▶ [TASK STATEMENT]:
Pick out all lines with the word "highway" from the records that follow.

--- SOURCE MATERIAL ---

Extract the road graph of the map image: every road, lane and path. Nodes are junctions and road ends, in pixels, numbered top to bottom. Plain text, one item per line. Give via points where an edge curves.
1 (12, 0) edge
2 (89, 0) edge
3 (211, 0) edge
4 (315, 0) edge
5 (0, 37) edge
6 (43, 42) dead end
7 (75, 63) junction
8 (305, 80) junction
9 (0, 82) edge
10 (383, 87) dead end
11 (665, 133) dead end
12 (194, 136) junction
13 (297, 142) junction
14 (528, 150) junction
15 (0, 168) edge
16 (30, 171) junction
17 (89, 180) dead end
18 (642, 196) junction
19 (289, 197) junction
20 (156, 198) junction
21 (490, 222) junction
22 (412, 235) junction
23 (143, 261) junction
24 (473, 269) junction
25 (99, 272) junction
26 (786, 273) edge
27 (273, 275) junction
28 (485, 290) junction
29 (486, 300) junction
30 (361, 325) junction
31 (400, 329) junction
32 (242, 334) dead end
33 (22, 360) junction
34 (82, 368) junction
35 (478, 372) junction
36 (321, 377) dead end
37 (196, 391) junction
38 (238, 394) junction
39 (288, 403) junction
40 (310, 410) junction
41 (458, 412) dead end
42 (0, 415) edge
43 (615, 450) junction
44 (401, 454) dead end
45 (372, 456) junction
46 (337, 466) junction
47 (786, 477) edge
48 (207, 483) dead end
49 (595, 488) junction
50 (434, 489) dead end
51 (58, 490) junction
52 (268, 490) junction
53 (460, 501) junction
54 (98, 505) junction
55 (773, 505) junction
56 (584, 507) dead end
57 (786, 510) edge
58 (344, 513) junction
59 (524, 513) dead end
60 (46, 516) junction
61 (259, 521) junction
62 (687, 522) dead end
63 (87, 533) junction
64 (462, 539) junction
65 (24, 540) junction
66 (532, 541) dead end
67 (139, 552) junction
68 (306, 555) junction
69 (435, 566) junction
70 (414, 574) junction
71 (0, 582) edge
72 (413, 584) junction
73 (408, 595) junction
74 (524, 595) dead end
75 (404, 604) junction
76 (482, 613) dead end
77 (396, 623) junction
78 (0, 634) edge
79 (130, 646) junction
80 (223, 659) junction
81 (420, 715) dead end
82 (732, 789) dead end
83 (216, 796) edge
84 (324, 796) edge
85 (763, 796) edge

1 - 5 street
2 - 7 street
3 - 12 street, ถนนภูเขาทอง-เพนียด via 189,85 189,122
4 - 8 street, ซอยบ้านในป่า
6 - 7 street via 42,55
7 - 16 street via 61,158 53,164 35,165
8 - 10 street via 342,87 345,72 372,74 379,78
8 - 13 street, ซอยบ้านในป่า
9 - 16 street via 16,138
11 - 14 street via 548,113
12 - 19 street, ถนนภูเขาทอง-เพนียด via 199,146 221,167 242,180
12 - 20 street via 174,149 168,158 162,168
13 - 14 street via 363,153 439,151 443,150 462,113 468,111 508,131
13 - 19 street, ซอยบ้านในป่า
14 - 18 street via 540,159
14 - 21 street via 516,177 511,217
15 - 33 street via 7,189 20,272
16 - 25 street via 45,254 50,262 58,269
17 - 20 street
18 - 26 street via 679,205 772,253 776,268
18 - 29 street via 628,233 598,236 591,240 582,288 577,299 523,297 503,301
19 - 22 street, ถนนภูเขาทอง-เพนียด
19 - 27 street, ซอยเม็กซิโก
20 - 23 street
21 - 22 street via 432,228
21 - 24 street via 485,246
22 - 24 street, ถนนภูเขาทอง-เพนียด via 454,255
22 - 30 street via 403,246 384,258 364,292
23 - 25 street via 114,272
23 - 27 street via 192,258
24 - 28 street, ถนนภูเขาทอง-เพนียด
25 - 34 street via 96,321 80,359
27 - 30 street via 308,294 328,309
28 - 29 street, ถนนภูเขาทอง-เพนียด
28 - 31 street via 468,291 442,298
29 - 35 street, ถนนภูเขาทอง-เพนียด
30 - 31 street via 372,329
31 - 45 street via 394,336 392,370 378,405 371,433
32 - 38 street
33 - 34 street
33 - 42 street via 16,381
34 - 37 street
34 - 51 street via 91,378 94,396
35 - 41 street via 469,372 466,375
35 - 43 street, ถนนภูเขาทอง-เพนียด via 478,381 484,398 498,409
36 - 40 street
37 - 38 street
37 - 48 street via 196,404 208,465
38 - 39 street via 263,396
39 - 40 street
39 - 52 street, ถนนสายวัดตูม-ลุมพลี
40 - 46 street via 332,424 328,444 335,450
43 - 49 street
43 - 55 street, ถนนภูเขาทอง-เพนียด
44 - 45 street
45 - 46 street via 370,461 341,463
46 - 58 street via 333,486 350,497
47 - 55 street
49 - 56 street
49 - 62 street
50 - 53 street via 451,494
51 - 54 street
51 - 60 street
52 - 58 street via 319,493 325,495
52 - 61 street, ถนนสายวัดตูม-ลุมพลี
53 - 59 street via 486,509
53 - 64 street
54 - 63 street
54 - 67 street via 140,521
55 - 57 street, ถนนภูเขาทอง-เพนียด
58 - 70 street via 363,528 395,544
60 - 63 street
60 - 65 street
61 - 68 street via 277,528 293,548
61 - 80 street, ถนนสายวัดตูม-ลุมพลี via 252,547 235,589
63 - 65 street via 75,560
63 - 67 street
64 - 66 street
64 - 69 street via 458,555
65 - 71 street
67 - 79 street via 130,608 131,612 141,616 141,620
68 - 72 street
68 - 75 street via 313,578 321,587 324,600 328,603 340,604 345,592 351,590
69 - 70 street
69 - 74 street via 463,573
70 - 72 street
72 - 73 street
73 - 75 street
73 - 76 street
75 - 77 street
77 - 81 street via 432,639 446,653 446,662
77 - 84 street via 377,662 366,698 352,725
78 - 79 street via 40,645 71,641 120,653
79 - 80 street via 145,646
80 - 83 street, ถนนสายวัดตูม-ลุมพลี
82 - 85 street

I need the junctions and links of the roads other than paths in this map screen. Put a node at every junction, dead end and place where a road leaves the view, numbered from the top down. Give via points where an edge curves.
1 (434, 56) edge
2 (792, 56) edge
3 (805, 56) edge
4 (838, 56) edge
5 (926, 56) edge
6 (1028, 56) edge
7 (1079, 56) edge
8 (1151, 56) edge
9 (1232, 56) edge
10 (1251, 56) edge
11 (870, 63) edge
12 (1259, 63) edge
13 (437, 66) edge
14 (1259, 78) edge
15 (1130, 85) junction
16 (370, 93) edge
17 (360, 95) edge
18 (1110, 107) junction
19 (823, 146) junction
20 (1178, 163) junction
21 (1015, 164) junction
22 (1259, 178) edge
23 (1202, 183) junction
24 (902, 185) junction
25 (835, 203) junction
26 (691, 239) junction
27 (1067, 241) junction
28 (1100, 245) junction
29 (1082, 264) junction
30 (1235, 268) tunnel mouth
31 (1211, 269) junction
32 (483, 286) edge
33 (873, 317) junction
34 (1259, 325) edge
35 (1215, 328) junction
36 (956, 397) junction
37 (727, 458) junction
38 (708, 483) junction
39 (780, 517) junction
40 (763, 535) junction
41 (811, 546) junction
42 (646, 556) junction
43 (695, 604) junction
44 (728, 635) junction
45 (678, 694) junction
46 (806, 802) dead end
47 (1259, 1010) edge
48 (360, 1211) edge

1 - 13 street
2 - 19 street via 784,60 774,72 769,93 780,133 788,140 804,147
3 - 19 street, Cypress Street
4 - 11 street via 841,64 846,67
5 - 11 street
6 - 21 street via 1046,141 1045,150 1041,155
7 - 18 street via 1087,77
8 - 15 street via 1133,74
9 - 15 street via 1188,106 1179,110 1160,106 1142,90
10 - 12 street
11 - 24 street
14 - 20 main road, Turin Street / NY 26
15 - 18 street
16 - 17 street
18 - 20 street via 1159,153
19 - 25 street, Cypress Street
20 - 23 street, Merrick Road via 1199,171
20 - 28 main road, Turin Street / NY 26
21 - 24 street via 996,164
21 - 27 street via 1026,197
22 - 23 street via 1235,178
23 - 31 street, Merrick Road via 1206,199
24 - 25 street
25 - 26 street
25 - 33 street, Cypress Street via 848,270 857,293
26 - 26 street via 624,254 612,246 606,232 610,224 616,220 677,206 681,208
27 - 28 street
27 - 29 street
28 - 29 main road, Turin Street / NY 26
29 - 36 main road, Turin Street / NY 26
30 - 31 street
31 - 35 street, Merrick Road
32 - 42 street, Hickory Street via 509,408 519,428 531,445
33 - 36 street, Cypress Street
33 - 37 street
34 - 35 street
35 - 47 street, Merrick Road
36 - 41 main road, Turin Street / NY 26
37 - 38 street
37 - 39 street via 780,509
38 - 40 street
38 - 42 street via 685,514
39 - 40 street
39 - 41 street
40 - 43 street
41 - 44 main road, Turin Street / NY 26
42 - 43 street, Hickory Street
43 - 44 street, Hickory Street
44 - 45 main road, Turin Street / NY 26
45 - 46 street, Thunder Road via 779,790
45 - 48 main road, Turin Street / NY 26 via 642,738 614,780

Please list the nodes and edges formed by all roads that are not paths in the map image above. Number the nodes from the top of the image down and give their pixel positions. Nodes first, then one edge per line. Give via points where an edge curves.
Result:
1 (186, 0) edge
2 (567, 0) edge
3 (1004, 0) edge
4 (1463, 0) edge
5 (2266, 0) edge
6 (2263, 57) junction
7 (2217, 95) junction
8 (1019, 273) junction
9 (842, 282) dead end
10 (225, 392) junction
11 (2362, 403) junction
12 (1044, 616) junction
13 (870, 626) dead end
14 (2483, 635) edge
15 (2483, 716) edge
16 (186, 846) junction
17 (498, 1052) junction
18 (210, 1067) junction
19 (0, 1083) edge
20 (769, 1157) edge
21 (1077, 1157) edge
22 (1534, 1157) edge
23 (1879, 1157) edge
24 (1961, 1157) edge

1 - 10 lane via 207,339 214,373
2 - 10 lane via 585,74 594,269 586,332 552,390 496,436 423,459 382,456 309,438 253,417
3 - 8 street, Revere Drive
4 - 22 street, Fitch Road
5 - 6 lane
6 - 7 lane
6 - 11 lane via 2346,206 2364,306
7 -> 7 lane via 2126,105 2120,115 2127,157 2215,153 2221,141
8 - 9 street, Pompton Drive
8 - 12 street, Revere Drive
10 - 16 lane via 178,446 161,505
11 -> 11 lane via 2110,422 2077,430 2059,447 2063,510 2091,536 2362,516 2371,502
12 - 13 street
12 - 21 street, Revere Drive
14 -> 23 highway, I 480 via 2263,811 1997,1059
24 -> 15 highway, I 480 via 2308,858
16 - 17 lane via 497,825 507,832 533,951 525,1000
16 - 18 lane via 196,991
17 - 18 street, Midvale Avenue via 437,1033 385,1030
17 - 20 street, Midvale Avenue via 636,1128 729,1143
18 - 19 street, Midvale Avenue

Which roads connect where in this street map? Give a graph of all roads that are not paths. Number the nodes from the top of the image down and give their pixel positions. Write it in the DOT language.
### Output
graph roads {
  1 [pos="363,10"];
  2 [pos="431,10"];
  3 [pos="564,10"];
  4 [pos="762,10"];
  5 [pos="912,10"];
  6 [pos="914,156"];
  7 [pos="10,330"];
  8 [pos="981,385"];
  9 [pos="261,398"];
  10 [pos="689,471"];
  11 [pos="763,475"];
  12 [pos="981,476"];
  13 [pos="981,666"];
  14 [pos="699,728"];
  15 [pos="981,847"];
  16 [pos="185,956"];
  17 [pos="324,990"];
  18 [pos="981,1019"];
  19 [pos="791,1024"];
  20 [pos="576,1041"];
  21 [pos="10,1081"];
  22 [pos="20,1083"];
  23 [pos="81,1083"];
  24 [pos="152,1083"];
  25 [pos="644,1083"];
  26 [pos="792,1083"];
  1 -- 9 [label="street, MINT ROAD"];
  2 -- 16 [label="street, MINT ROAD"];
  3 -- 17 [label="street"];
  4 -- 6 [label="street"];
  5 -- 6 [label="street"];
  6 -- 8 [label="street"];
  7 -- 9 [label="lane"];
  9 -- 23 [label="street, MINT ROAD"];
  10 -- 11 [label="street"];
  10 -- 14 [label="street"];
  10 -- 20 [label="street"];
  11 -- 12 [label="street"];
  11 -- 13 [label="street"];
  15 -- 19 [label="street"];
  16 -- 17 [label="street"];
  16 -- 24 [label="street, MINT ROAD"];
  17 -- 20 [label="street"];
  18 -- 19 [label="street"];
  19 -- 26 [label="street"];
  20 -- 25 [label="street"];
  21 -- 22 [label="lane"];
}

---

▶ [RESPONSE AREA]:
14 -> 23 highway, I 480 via 2263,811 1997,1059
24 -> 15 highway, I 480 via 2308,858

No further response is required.